In part, the expertise comes from within a well-rounded society. Ours which is so cursed by chronic poverty, with such large patches of illiteracy and so riven by caste is bound to have a problem. Reading a book on the British use of deception in World Wars I and II, it struck me that the British expertise in camouflage came from its schools of design and arts, and that the top cryptanalysts that they fielded and who made a key contribution in winning the war came from Cambridge and Oxford. In other words, civil society provided the crucial ingredient that was then melded into the war effort of these societies.
By contrast, a great deal of expertise and abilities in India are confined to the government system. Whether it is agriculture, food storage, universities, airlines, broadcasting, healthcare, the stifling hand of government limits them all. It is difficult to find an expert who can independently and intelligently comment on not just high falutin’ issues like nuclear power or submarines, but simple things like environment and town planning.
Clearly, the one message that we get from this is not only the need for the development of our universities and civil society institutions, but their existence as truly autonomous institutions.

Generalists

The big problem is the way we are administered. No matter what reforms the government claims to have carried out, it still depends on a generalist administrative cadre. A sophisticated society has public administration specialists, professional managers, hospital and education administrators, works engineers and so on. They do not have a general fit-all cadre of bureaucrats who manage an army one day, an airline the next, and a broadcast network the day after, because it is not humanly possible for a person to have the high level of specialisation to manage institutions in such varied fields.

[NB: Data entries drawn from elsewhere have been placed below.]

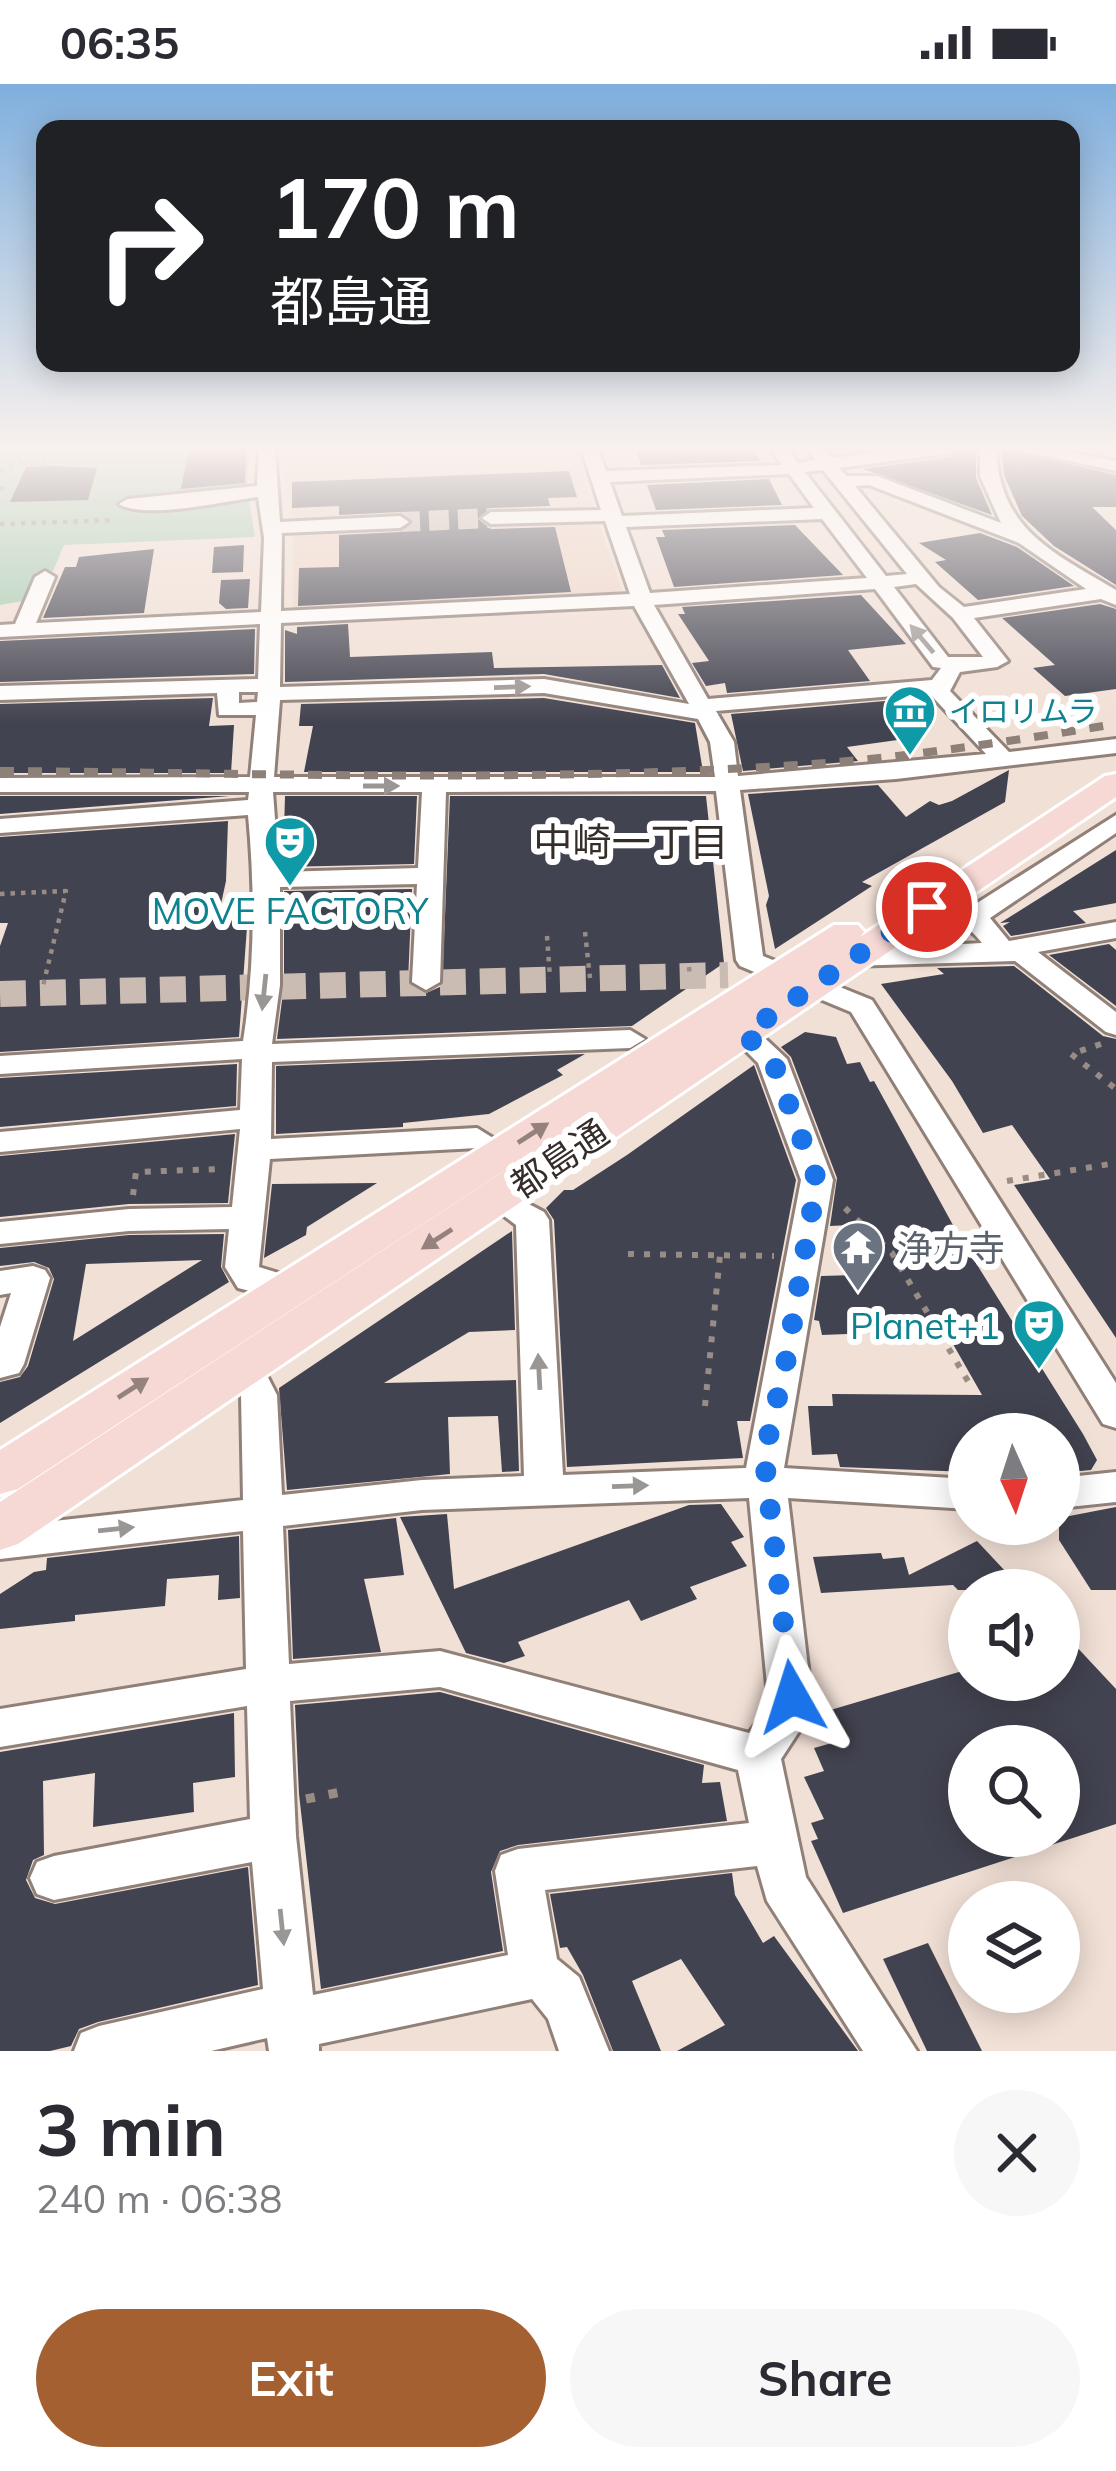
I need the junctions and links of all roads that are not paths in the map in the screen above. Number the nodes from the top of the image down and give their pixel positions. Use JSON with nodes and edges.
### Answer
{"nodes":[{"id":1,"x":272,"y":540,"type":"edge"},
{"id":2,"x":621,"y":540,"type":"edge"},
{"id":3,"x":851,"y":540,"type":"edge"},
{"id":4,"x":890,"y":540,"type":"edge"},
{"id":5,"x":1029,"y":540,"type":"edge"},
{"id":6,"x":45,"y":577,"type":"dead end"},
{"id":7,"x":921,"y":578,"type":"junction"},
{"id":8,"x":885,"y":582,"type":"junction"},
{"id":9,"x":1111,"y":595,"type":"edge"},
{"id":10,"x":642,"y":598,"type":"junction"},
{"id":11,"x":960,"y":614,"type":"junction"},
{"id":12,"x":270,"y":616,"type":"junction"},
{"id":13,"x":11,"y":631,"type":"edge"},
{"id":14,"x":954,"y":666,"type":"junction"},
{"id":15,"x":939,"y":686,"type":"junction"},
{"id":16,"x":0,"y":693,"type":"edge"},
{"id":17,"x":269,"y":696,"type":"junction"},
{"id":18,"x":704,"y":710,"type":"junction"},
{"id":19,"x":1116,"y":749,"type":"edge"},
{"id":20,"x":1004,"y":759,"type":"junction"},
{"id":21,"x":1116,"y":783,"type":"edge"},
{"id":22,"x":0,"y":784,"type":"edge"},
{"id":23,"x":728,"y":784,"type":"junction"},
{"id":24,"x":434,"y":786,"type":"junction"},
{"id":25,"x":262,"y":796,"type":"junction"},
{"id":26,"x":1067,"y":817,"type":"junction"},
{"id":27,"x":0,"y":826,"type":"edge"},
{"id":28,"x":1112,"y":830,"type":"edge"},
{"id":29,"x":428,"y":876,"type":"junction"},
{"id":30,"x":267,"y":880,"type":"junction"},
{"id":31,"x":940,"y":898,"type":"junction"},
{"id":32,"x":975,"y":916,"type":"junction"},
{"id":33,"x":1116,"y":930,"type":"edge"},
{"id":34,"x":1002,"y":950,"type":"junction"},
{"id":35,"x":849,"y":958,"type":"junction"},
{"id":36,"x":426,"y":982,"type":"dead end"},
{"id":37,"x":797,"y":982,"type":"junction"},
{"id":38,"x":1116,"y":1026,"type":"edge"},
{"id":39,"x":744,"y":1034,"type":"junction"},
{"id":40,"x":630,"y":1039,"type":"dead end"},
{"id":41,"x":257,"y":1052,"type":"junction"},
{"id":42,"x":0,"y":1065,"type":"edge"},
{"id":43,"x":477,"y":1138,"type":"dead end"},
{"id":44,"x":0,"y":1142,"type":"edge"},
{"id":45,"x":255,"y":1146,"type":"junction"},
{"id":46,"x":498,"y":1199,"type":"junction"},
{"id":47,"x":246,"y":1219,"type":"junction"},
{"id":48,"x":0,"y":1233,"type":"edge"},
{"id":49,"x":0,"y":1283,"type":"edge"},
{"id":50,"x":289,"y":1289,"type":"junction"},
{"id":51,"x":244,"y":1364,"type":"junction"},
{"id":52,"x":0,"y":1365,"type":"edge"},
{"id":53,"x":1116,"y":1414,"type":"edge"},
{"id":54,"x":0,"y":1475,"type":"edge"},
{"id":55,"x":768,"y":1482,"type":"junction"},
{"id":56,"x":1116,"y":1487,"type":"edge"},
{"id":57,"x":544,"y":1489,"type":"junction"},
{"id":58,"x":1080,"y":1491,"type":"edge"},
{"id":59,"x":948,"y":1493,"type":"edge"},
{"id":60,"x":266,"y":1513,"type":"junction"},
{"id":61,"x":0,"y":1529,"type":"edge"},
{"id":62,"x":0,"y":1543,"type":"edge"},
{"id":63,"x":270,"y":1684,"type":"junction"},
{"id":64,"x":0,"y":1728,"type":"edge"},
{"id":65,"x":758,"y":1755,"type":"junction"},
{"id":66,"x":273,"y":1836,"type":"junction"},
{"id":67,"x":775,"y":1842,"type":"junction"},
{"id":68,"x":54,"y":1878,"type":"dead end"},
{"id":69,"x":535,"y":1974,"type":"junction"},
{"id":70,"x":292,"y":2028,"type":"edge"},
{"id":71,"x":99,"y":2051,"type":"edge"},
{"id":72,"x":584,"y":2051,"type":"edge"},
{"id":73,"x":892,"y":2051,"type":"edge"}],
"edges":[{"from":1,"to":12,"type":"street"},
{"from":2,"to":10,"type":"street"},
{"from":3,"to":8,"type":"street"},
{"from":4,"to":7,"type":"street"},
{"from":5,"to":9,"type":"street"},
{"from":6,"to":13,"type":"street"},
{"from":7,"to":8,"type":"street"},
{"from":7,"to":11,"type":"street"},
{"from":8,"to":10,"type":"street"},
{"from":14,"to":8,"type":"street","one_way":true},
{"from":9,"to":11,"type":"street"},
{"from":10,"to":12,"type":"street"},
{"from":10,"to":18,"type":"street"},
{"from":11,"to":14,"type":"street"},
{"from":12,"to":13,"type":"street"},
{"from":12,"to":17,"type":"street"},
{"from":14,"to":15,"type":"street"},
{"from":15,"to":18,"type":"street"},
{"from":15,"to":20,"type":"street"},
{"from":16,"to":17,"type":"street"},
{"from":17,"to":18,"type":"street","one_way":true},
{"from":17,"to":25,"type":"street"},
{"from":18,"to":23,"type":"street"},
{"from":19,"to":20,"type":"street"},
{"from":19,"to":37,"type":"main road","name":"都島通"},
{"from":20,"to":23,"type":"street"},
{"from":21,"to":26,"type":"main road","name":"都島通"},
{"from":22,"to":25,"type":"street"},
{"from":23,"to":24,"type":"street"},
{"from":23,"to":37,"type":"street"},
{"from":25,"to":24,"type":"street","one_way":true},
{"from":24,"to":29,"type":"street"},
{"from":25,"to":27,"type":"street"},
{"from":25,"to":30,"type":"street"},
{"from":26,"to":28,"type":"street"},
{"from":26,"to":31,"type":"main road","name":"都島通"},
{"from":28,"to":32,"type":"street"},
{"from":29,"to":30,"type":"street"},
{"from":29,"to":36,"type":"street"},
{"from":30,"to":41,"type":"street","one_way":true},
{"from":31,"to":32,"type":"street"},
{"from":31,"to":35,"type":"main road","name":"都島通"},
{"from":32,"to":34,"type":"street"},
{"from":33,"to":34,"type":"street"},
{"from":34,"to":35,"type":"street"},
{"from":34,"to":38,"type":"street"},
{"from":35,"to":37,"type":"main road","name":"都島通"},
{"from":37,"to":39,"type":"main road","name":"都島通"},
{"from":50,"to":37,"type":"main road","name":"都島通","one_way":true},
{"from":37,"to":53,"type":"street"},
{"from":39,"to":46,"type":"main road","name":"都島通"},
{"from":39,"to":55,"type":"street"},
{"from":40,"to":41,"type":"street"},
{"from":41,"to":42,"type":"street"},
{"from":41,"to":45,"type":"street"},
{"from":43,"to":45,"type":"street"},
{"from":44,"to":45,"type":"street"},
{"from":45,"to":47,"type":"street"},
{"from":46,"to":51,"type":"main road","name":"都島通","one_way":true},
{"from":57,"to":46,"type":"street","one_way":true},
{"from":47,"to":48,"type":"street"},
{"from":47,"to":50,"type":"street"},
{"from":49,"to":52,"type":"street"},
{"from":54,"to":50,"type":"main road","name":"都島通","one_way":true},
{"from":51,"to":60,"type":"street"},
{"from":51,"to":61,"type":"main road","name":"都島通"},
{"from":57,"to":55,"type":"street","one_way":true},
{"from":55,"to":59,"type":"street"},
{"from":55,"to":65,"type":"street"},
{"from":56,"to":58,"type":"street"},
{"from":57,"to":60,"type":"street"},
{"from":62,"to":60,"type":"street","one_way":true},
{"from":60,"to":63,"type":"street"},
{"from":63,"to":64,"type":"street"},
{"from":63,"to":65,"type":"street"},
{"from":63,"to":66,"type":"street"},
{"from":65,"to":67,"type":"street"},
{"from":66,"to":68,"type":"street"},
{"from":66,"to":70,"type":"street","one_way":true},
{"from":67,"to":69,"type":"street"},
{"from":67,"to":73,"type":"street"},
{"from":69,"to":70,"type":"street"},
{"from":69,"to":72,"type":"street"},
{"from":70,"to":71,"type":"street"}]}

But the old order has the country in a tight grip, whether it is health policy management, education, airlines or the military, all suffer from the lack of managers who can deliver results. The sad part is that the failure of the IAS-oriented administration system is visible in the condition of public health, education, agriculture and general administration in the country, but no political leader has had the time to bell the cat and set things right.
This said, we need to enter a caveat. We must be wary of fetishising expertise. Indeed, the last five years have shown us how on the advice of highly acclaimed experts and officials, the US made war in Iraq and Afghanistan, and has succeeded in making a mess of both.
The failure of economic and finance experts is even more manifest, especially since among their number are Nobel laureates who shaped theories that led to the collapse of the world economy in 2008.
But the country does need to advance in a well-rounded fashion. And this means the development, and celebration, of expertise, or, if you want to put it another way, high-end abilities, in a range of areas— project management, environmental engineering, medicine, public administration, military, agriculture and food policy management. Without this, you can convince yourself that you are world class, but you will not convince anyone else.